_EXERCISE DATA_
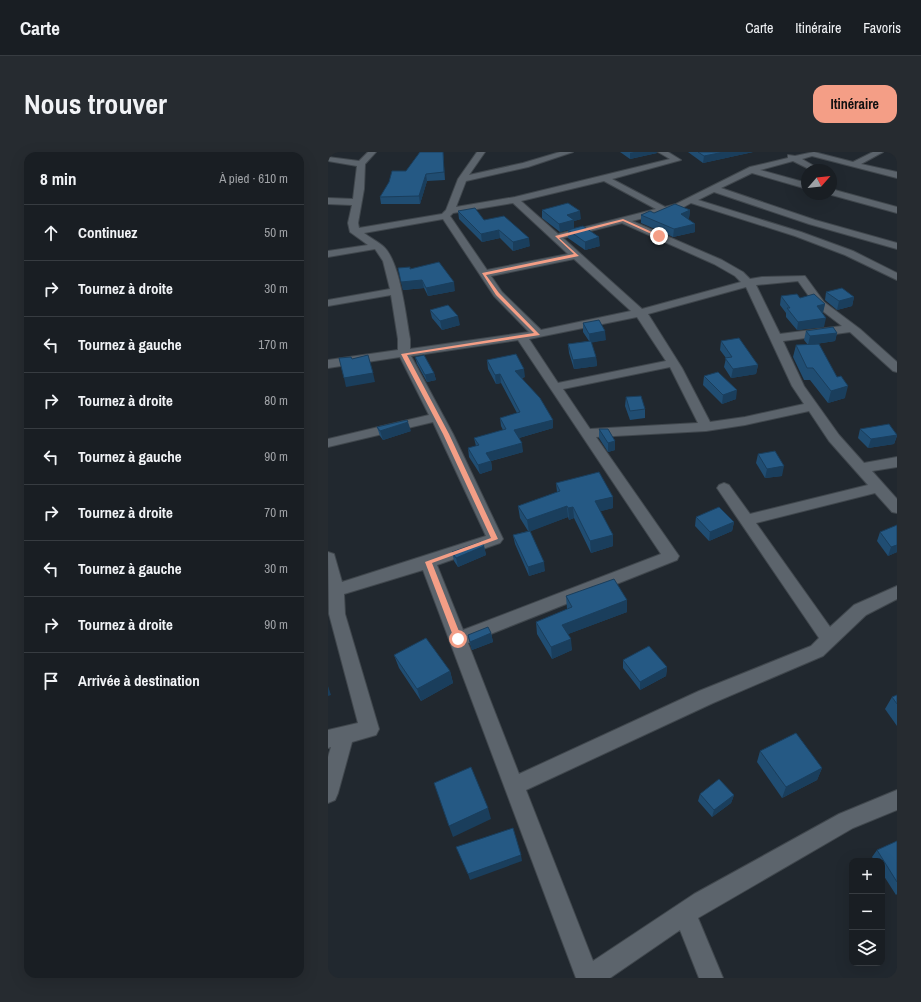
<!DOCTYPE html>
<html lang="fr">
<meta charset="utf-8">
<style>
:root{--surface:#191e23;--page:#262b30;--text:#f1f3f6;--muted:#9fa2a6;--line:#373c41;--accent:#f49e86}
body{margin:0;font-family:"Archivo Narrow",sans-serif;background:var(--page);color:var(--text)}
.controls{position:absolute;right:12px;bottom:12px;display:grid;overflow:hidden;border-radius:8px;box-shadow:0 4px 16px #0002}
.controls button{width:36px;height:36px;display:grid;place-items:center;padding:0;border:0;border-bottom:1px solid var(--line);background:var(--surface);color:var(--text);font:20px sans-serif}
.compass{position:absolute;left:473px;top:12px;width:36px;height:36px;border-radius:50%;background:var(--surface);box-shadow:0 4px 16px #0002;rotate:62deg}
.stop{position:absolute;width:12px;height:12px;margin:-9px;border:3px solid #f49e86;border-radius:50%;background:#fff}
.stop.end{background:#f49e86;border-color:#fff;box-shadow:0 1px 4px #0008}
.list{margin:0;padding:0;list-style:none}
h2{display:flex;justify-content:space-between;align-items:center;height:52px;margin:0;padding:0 16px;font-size:17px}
h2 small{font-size:13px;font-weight:400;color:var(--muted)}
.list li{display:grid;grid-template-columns:26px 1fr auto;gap:12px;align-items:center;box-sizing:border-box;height:56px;padding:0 16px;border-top:1px solid var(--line)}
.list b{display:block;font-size:15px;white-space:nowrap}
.list em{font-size:13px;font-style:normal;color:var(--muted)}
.icon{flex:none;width:22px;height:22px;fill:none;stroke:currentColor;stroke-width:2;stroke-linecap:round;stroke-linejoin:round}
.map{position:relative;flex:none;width:569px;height:826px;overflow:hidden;border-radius:12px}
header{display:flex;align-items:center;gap:24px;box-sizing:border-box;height:56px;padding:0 20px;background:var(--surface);border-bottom:1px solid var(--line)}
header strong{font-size:19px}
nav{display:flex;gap:22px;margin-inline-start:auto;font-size:14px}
.intro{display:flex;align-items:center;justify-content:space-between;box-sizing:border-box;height:96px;padding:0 24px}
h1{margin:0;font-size:28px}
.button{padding:10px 18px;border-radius:12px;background:var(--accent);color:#111;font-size:14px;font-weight:700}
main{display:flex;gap:24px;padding:0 24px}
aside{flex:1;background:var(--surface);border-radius:12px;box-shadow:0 4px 16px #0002}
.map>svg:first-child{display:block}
</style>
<header>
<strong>Carte</strong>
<nav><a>Carte</a><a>Itinéraire</a><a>Favoris</a></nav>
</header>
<div class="intro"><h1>Nous trouver</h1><a class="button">Itinéraire</a></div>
<main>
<aside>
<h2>8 min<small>À pied · 610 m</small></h2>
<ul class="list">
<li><svg class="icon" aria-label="ahead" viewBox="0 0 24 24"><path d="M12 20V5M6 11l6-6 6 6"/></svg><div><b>Continuez</b></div><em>50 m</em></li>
<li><svg class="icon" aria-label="right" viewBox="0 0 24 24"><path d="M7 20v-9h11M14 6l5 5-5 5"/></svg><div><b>Tournez à droite</b></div><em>30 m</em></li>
<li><svg class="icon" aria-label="left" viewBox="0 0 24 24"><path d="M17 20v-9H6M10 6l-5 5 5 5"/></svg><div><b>Tournez à gauche</b></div><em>170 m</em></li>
<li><svg class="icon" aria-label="right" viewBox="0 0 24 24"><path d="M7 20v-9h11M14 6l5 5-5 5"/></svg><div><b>Tournez à droite</b></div><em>80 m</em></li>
<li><svg class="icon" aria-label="left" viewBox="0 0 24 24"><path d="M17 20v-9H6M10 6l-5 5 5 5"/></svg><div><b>Tournez à gauche</b></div><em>90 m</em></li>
<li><svg class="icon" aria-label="right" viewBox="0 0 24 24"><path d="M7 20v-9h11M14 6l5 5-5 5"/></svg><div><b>Tournez à droite</b></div><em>70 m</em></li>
<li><svg class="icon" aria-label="left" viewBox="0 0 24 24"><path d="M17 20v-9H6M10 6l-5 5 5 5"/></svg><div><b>Tournez à gauche</b></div><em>30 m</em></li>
<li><svg class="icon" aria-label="right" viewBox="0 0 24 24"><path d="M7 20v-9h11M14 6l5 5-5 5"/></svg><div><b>Tournez à droite</b></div><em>90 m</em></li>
<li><svg class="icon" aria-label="arrive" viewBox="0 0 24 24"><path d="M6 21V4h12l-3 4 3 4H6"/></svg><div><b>Arrivée à destination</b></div></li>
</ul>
</aside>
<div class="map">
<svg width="569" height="826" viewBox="0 0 569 826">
<rect width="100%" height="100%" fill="#21282f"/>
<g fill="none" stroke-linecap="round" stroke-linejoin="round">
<!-- minor casing -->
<g stroke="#40474d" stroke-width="2">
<g id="minor">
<path d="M40 0H48L37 12 36 37 30 71 31 76 114 62 118 58 130 27 149 0H157L141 23 195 11 232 0H245L200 15 138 29 128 55 187 45 342 7 330 0H340L353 8 284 27 337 55 348 52 422 15 460 6V3L467 4 486 0 525 10 545 0H555L533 12 569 20V26L484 4 474 7 493 18H483L465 9 432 18 479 31V37L424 21 393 36 487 68 569 91V97L481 72 386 40 370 48 473 80 525 99 569 121V128L517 103 467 84 363 51 354 56 304 69 394 108 415 120 422 127 434 125 477 124 496 150 532 177 569 210V220L565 219 522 180 455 189 476 234 511 283 536 311 569 305V315L544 319 569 347V361L564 360 547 341 428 371 502 475 526 453 569 434V447L538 463 495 504 385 551 198 638 265 809 366 742 511 662 569 638V658L525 676 370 766 395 826H371L352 778 282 826H248L95 418 16 442 17 462 51 577 48 583 24 590 10 641 7 648 0 651V605L3 595 0 596V578L30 571 1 462 0 400 6 402 14 430 158 384 105 270 0 295V287L101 263 72 205 0 216V208L70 198V187L63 143 0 154V148L62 137 55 109 47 97 0 105V99L40 93 22 80 20 71 24 53 0 52V46L25 47 29 14 0 9V5L31 9ZM276 29 328 57 230 82 193 49ZM185 51 240 102 159 118 122 64 125 61ZM115 67 166 144 201 180 82 197V187C78 165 72 110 56 95 51 90 42 86 36 81ZM294 71 386 112 407 124 413 130 314 157 235 86ZM246 107 303 159 213 178 174 140 163 124ZM470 129 488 154 514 174 452 182 428 133ZM418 135 464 234 476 252 417 265 382 270 354 216 320 162ZM309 165 338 209 230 231 201 187ZM190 188 333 402 135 478 109 413 172 391 175 387 125 282 83 204ZM342 215 370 271 262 277 235 237ZM481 259 501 289 540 333 422 362 401 333 396 331 391 333 389 336 491 486 483 494 371 539 191 622 140 491 349 408 351 404 268 285 378 279 417 273Z"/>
<path d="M503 37 569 55V61L500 42H503Z"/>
</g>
</g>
<!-- minor -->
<use href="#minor" fill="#5c646c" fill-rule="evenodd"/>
</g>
<!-- wall -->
<g fill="#204d72">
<path d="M92 0H115L117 28 99 29 92 52H53L52 45 78 19Z"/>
<path d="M292 0H329V1L302 7Z"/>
<path d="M360 0H425L375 11Z"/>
<path d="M214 58 253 67 246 69V76L232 80 214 66Z"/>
<path d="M362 58 361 66 360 67 367 72V80L345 85 313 71V63L326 61Z"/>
<path d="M130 59 156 68 202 94 185 99 172 86 154 90 131 67Z"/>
<path d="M240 78 272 94 257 98 240 86Z"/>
<path d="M70 116 82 117 127 139 100 144 96 136 75 138Z"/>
<path d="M498 140 526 145 524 154 509 158 497 148Z"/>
<path d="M453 144 497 152 494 161 496 175 469 178 458 165V161L452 153Z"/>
<path d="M102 158 132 173 114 178 104 166Z"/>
<path d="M255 171 278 188 263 190 268 205 269 214 246 217 241 201 240 192 261 189 255 180Z"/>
<path d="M478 179 509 181 507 189 481 193 517 246 500 251 482 228H476L465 205 468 193H480L476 188Z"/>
<path d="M393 189 430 213 428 222 403 226 396 215 398 206 392 198Z"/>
<path d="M87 205 106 221 108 228 99 230 89 212Z"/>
<path d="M159 208 197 225 194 226 225 276 191 286 195 300 163 309 164 318 152 322 141 305 140 296 148 294 146 286 175 278 173 274 172 266 189 261 173 231 168 232 160 217Z"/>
<path d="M376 224 408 247 394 252 375 233Z"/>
<path d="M298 245 317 257V266L302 268 297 254Z"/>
<path d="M49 275 83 279 55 288 52 284Z"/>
<path d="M271 277 287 289V298L280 300 271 286Z"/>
<path d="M532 277 569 283V284L566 292 540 296 530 286Z"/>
<path d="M430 302 454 324 437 326 428 311Z"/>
<path d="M228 331 285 356 272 359 285 383V394L263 401 246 366 241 368 240 365 202 379 217 419 201 424 187 392 185 383 200 379 192 366 190 354 229 340Z"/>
<path d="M368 365 406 370 404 379 381 389 367 374Z"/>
<path d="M552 380 569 400 560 404 549 389Z"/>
<path d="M156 394 158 403 130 415 126 409 124 400Z"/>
<path d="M238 444 299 460 240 482 244 498 224 507 209 482 208 470 239 457Z"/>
<path d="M163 481 165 490 144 498 142 492 140 483Z"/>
<path d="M66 503 122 519 125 531 93 549 71 516Z"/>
<path d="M295 508 339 515 338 524 312 538 295 516Z"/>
<path d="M569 543V574L557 557 564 545Z"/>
<path d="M432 599 494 616 489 628 454 646 429 610Z"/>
<path d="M372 642 406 643 403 651 384 665 370 649Z"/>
<path d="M569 689V742L568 743 554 721V709H547L544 705 549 698Z"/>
</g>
<!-- shaded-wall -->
<g fill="#1a3e5c">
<path d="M306 0H329V1L302 7V1Z"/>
<path d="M396 0H425L375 11 376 4Z"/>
<path d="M98 22 99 29 92 52 91 44Z"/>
<path d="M362 58 361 66 353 70V62Z"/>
<path d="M252 59 253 67 246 69V76L232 80 231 72 239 63Z"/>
<path d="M367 72V80L345 85 346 77Z"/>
<path d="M171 78 172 86 154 90 153 82Z"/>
<path d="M271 85 272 94 257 98V90Z"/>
<path d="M201 86 202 94 185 99V90Z"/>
<path d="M94 128 96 136 75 138 73 130Z"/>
<path d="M126 130 127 139 100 144 98 136Z"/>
<path d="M526 145 524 154 509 158 511 149Z"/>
<path d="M497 152 495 161 487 163 489 154Z"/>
<path d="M130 164 132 173 114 178 112 169Z"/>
<path d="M498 166 496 175 469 178 470 170Z"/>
<path d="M277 179 278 188 262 191 261 182Z"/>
<path d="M509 181 507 189 480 193 482 184Z"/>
<path d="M268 205 269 214 246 217 245 208Z"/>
<path d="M430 213 428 222 403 226 405 217Z"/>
<path d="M196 217 197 225 188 227 187 219Z"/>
<path d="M45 221 47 230 18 235 16 226Z"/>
<path d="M106 221 108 228 99 230 97 223Z"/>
<path d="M172 222 173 231 168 232 167 223Z"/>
<path d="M520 234 517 246 500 251 503 239Z"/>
<path d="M409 238 408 247 394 252 395 243Z"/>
<path d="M225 268V276L187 287 186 278Z"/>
<path d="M80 270 83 279 55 288 52 279Z"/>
<path d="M569 283 566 292 540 296 543 287Z"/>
<path d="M287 289V298L280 300V291Z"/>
<path d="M194 291 195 300 159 310 158 301Z"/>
<path d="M163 309 164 318 152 322 150 313Z"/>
<path d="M456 314 454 324 437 326 439 317Z"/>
<path d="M285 345V356L267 361V349Z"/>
<path d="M239 354 240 365 201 380 199 368Z"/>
<path d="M245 355 246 366 241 368 240 356Z"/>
<path d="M406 370 404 379 381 389 382 380Z"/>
<path d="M285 383V394L263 401 262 389Z"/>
<path d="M569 393V400L560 404 563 395Z"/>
<path d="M156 394 158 403 130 415 128 406Z"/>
<path d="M216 410 217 419 201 424 200 415Z"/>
<path d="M299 448V460L235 484 234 473Z"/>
<path d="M163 481 165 490 144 498 142 490Z"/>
<path d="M243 487 244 498 224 507 223 495Z"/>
<path d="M339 515 338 524 312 538V530Z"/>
<path d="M122 519 125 531 93 549 89 537Z"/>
<path d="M0 534 3 543 0 544Z"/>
<path d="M494 616 489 628 454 646 458 635Z"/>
<path d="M406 643 403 651 384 665 386 658Z"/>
<path d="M160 656 163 667 125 685 121 674Z"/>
<path d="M193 703 194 709 142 728 140 722Z"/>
</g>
<!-- building -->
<g fill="#255984" stroke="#1a3e5c">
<path d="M92 0H115L116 20 98 22 91 44 52 45 61 30 64 19H78Z"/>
<path d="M370 0H396L376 4Z"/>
<path d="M240 51 252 59 239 63 246 68 231 72 214 58Z"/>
<path d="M347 52 362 58 353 62 367 72 346 77 313 63 322 59 326 61Z"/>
<path d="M147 56 156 68 176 64 201 86 185 90 171 78 153 82 130 59Z"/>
<path d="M255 74 271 85 257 90 240 78Z"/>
<path d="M111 110 126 130 98 136 94 128 73 130 70 116 82 115V117Z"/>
<path d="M514 136 526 145 511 149 498 140Z"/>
<path d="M469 142 472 146 486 142 497 152 489 154 498 166 470 170 459 156H462L453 144Z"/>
<path d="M120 153 130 164 112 169 102 158Z"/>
<path d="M271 168 277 179 261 182 255 171Z"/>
<path d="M505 175 509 181 482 184 478 179Z"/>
<path d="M411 186 430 213 405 217 397 206 404 205 393 189Z"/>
<path d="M263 189 268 205 245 208 240 192Z"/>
<path d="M491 192 509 225 513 224 520 234 503 239 485 216H479L468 193Z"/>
<path d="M188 202 196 217 187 219 212 246 225 268 186 278 194 291 158 301 163 309 150 313 140 296 151 293 146 286 178 277 172 266 192 260 172 222 167 223 159 208Z"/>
<path d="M40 203 45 221 16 226 11 206 23 205 24 207Z"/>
<path d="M96 203 106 221 97 223 87 205Z"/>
<path d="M390 220 409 238 395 243 376 224Z"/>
<path d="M313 244 317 257 302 259 298 245Z"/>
<path d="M79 268 80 270 52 279 49 275Z"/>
<path d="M561 272 569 283 543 287 532 277Z"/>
<path d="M271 277H280L287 289 280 291Z"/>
<path d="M447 299 456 314 439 317 430 302Z"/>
<path d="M271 320 285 345 267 349 285 383 262 389 245 355 240 356 239 354 199 368 190 354 232 339 228 331Z"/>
<path d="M391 355 406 370 382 380 368 365Z"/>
<path d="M569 373V393L563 395 552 380Z"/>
<path d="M202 379 216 410 200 415 185 383Z"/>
<path d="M153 390 156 394 128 406 124 400Z"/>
<path d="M286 427 299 448 234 473 243 487 223 495 208 470 244 455 238 444Z"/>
<path d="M160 475 163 481 142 490 140 483Z"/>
<path d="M98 486 122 519 89 537 66 503Z"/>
<path d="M321 494 339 515 312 530 295 508Z"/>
<path d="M569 543V552L564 545Z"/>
<path d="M468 581 494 616 458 635 432 599Z"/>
<path d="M143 615 160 656 121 674 106 631Z"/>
<path d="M391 627 406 643 386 658 372 642Z"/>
<path d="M185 676 193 703 140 722 128 695Z"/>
<path d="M569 689V730L549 698Z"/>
</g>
<!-- route -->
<path fill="#f49e86" d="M295 67 333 84 330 85 295 69 231 86 251 104 158 123 171 141 212 183 79 203 121 282 170 387 104 411 134 487 130 490 127 489 97 410 163 386 115 282 73 202 206 181 168 143 154 121 246 102 227 84Z"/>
</svg>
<div class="controls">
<button>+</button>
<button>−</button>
<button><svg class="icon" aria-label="layers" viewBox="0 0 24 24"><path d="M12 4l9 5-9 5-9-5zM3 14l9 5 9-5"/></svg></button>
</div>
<svg class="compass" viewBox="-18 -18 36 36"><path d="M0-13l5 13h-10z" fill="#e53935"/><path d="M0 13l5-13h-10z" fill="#9fa2a6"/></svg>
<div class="stop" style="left:130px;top:487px"></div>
<div class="stop end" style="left:331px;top:84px"></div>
</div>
</main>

_ASSIGNMENT_
Copy every line of the data where "absolute" is found.

_REPLY TO THE TASK_
.controls{position:absolute;right:12px;bottom:12px;display:grid;overflow:hidden;border-radius:8px;box-shadow:0 4px 16px #0002}
.compass{position:absolute;left:473px;top:12px;width:36px;height:36px;border-radius:50%;background:var(--surface);box-shadow:0 4px 16px #0002;rotate:62deg}
.stop{position:absolute;width:12px;height:12px;margin:-9px;border:3px solid #f49e86;border-radius:50%;background:#fff}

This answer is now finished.